### HOW TO COMPLETE THIS TASK
If a line in the following entries contains the string "Adumi", it counts toward the total; report only that total.

### Items from a data source
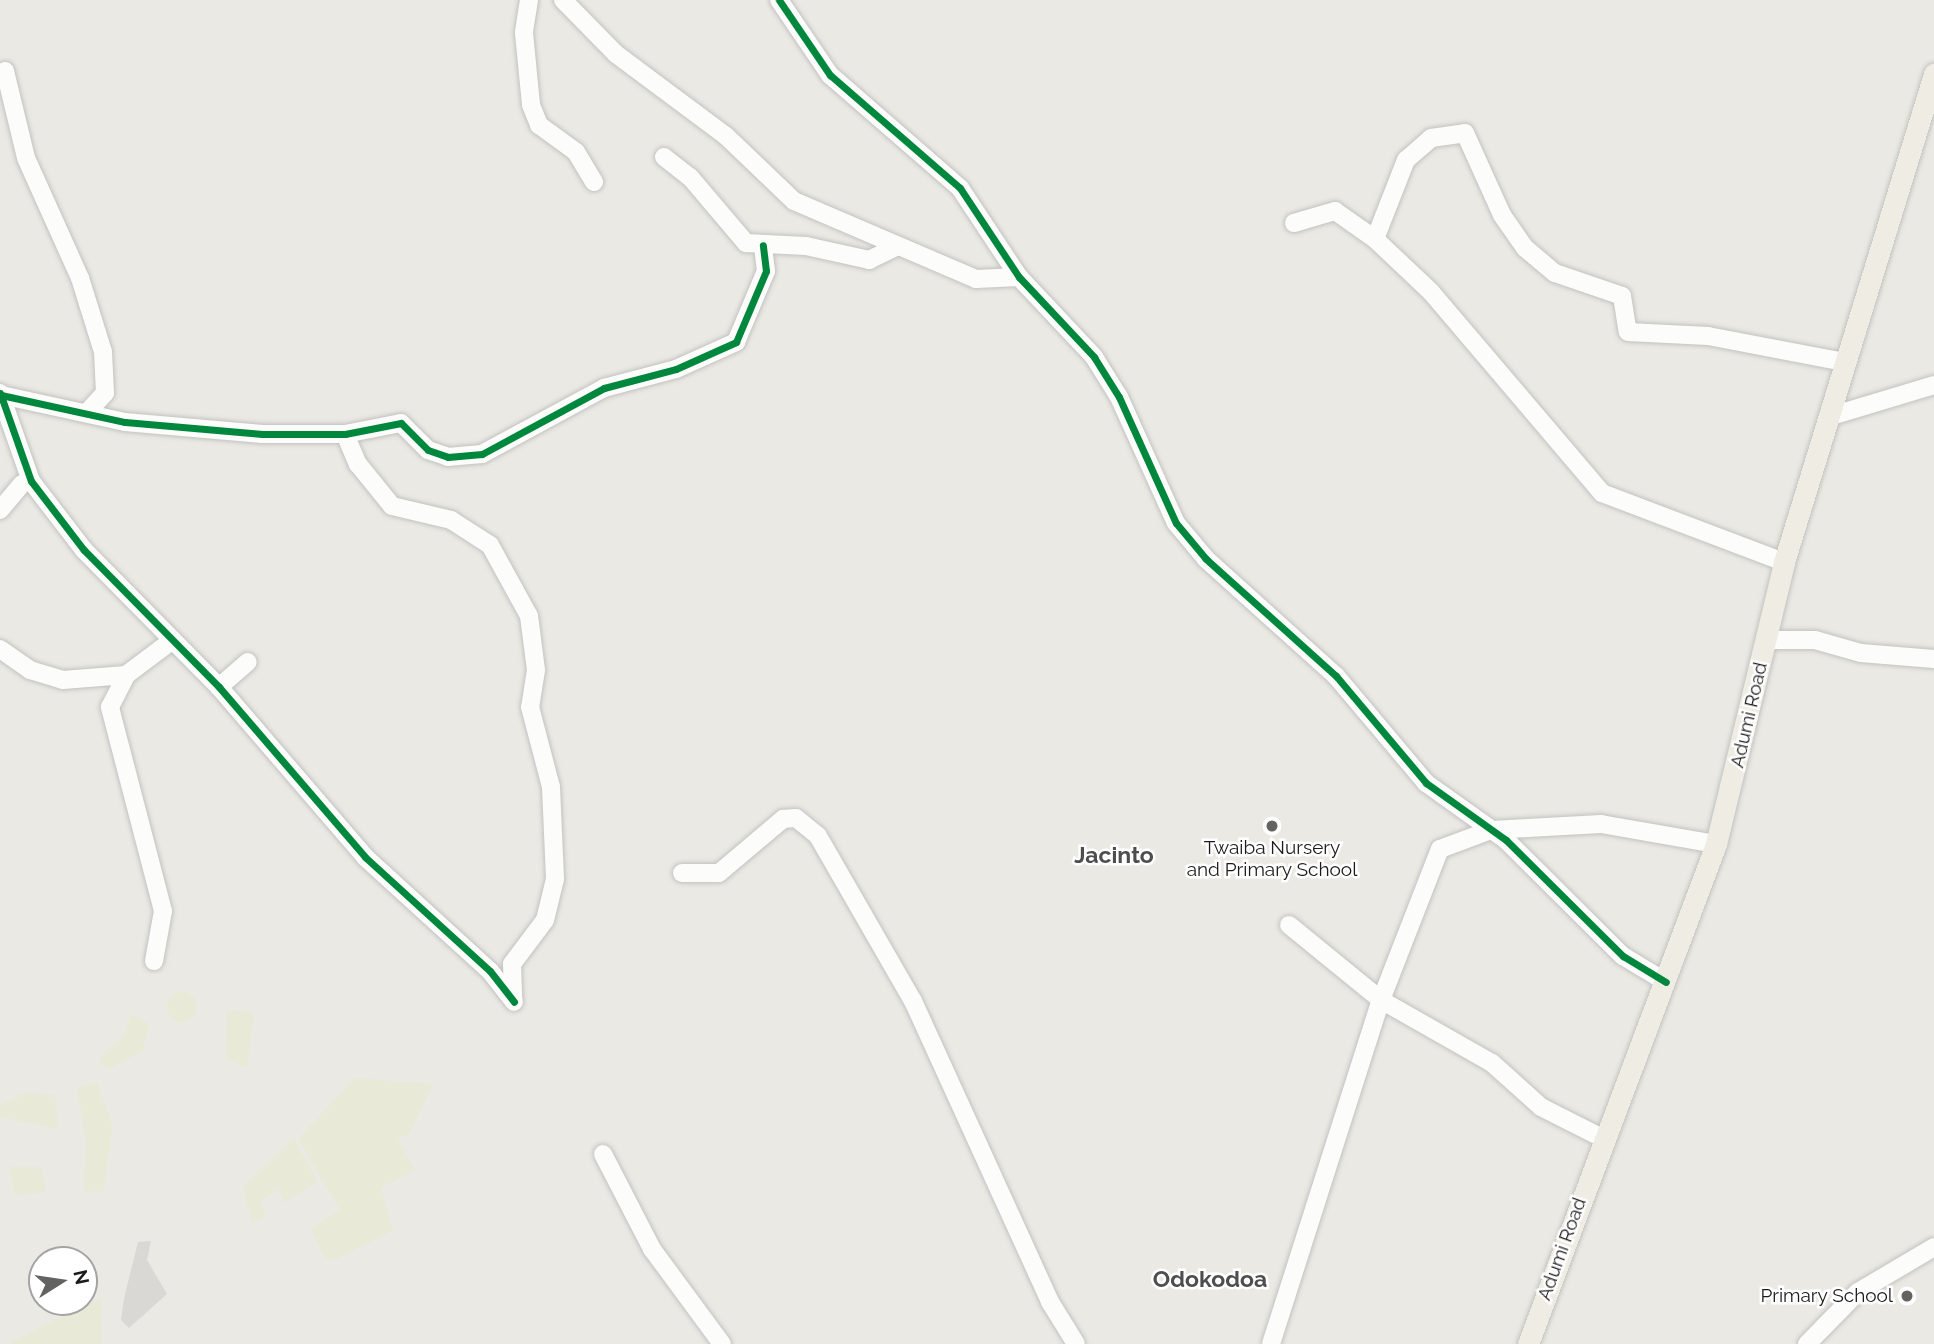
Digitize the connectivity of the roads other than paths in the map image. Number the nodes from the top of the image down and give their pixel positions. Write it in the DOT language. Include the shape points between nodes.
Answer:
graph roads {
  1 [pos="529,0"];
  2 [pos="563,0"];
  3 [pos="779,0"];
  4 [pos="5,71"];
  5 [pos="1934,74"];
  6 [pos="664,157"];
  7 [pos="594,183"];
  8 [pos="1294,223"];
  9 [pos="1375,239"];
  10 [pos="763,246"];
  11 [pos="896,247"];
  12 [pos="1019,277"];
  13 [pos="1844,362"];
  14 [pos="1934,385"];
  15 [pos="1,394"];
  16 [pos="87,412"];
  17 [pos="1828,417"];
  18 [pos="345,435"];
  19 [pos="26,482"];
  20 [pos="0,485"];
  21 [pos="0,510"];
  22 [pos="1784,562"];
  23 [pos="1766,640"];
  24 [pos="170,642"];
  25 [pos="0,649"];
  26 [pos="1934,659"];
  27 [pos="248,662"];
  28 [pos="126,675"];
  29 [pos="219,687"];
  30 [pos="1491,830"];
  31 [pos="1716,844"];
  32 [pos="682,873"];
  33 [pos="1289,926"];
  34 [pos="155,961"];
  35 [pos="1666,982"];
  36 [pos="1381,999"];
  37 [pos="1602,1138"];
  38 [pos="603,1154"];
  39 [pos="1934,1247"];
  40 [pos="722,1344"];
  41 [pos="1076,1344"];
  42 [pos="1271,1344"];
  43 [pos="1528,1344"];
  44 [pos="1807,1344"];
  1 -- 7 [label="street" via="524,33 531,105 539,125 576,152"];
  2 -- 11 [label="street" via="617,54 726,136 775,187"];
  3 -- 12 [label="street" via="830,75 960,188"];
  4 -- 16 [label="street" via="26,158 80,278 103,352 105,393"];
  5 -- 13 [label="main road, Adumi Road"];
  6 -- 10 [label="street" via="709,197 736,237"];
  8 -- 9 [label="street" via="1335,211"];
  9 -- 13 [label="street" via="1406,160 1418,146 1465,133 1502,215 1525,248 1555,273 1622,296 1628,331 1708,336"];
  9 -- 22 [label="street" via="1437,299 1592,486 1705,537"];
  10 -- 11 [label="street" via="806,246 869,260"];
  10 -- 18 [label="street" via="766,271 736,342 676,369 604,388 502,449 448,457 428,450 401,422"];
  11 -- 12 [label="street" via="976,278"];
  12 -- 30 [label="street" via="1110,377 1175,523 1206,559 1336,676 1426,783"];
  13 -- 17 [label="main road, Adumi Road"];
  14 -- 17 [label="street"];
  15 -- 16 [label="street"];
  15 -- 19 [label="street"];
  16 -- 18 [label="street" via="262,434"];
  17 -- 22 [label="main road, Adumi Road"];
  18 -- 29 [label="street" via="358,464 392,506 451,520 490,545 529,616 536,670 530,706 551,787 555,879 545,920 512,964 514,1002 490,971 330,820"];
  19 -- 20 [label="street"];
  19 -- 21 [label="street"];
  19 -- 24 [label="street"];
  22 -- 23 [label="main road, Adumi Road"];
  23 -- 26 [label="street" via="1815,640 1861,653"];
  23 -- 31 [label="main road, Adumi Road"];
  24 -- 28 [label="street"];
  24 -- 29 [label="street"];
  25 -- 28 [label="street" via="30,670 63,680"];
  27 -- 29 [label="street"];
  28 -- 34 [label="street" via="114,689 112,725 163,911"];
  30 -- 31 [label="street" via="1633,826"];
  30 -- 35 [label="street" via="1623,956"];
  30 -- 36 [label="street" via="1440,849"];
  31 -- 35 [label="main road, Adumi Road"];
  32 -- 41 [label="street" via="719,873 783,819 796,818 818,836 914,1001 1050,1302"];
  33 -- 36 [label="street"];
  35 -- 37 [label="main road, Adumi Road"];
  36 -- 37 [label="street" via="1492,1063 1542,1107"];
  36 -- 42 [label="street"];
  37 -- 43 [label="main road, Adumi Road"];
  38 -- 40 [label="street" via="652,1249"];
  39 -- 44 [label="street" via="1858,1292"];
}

### WRITTEN SOLUTION
8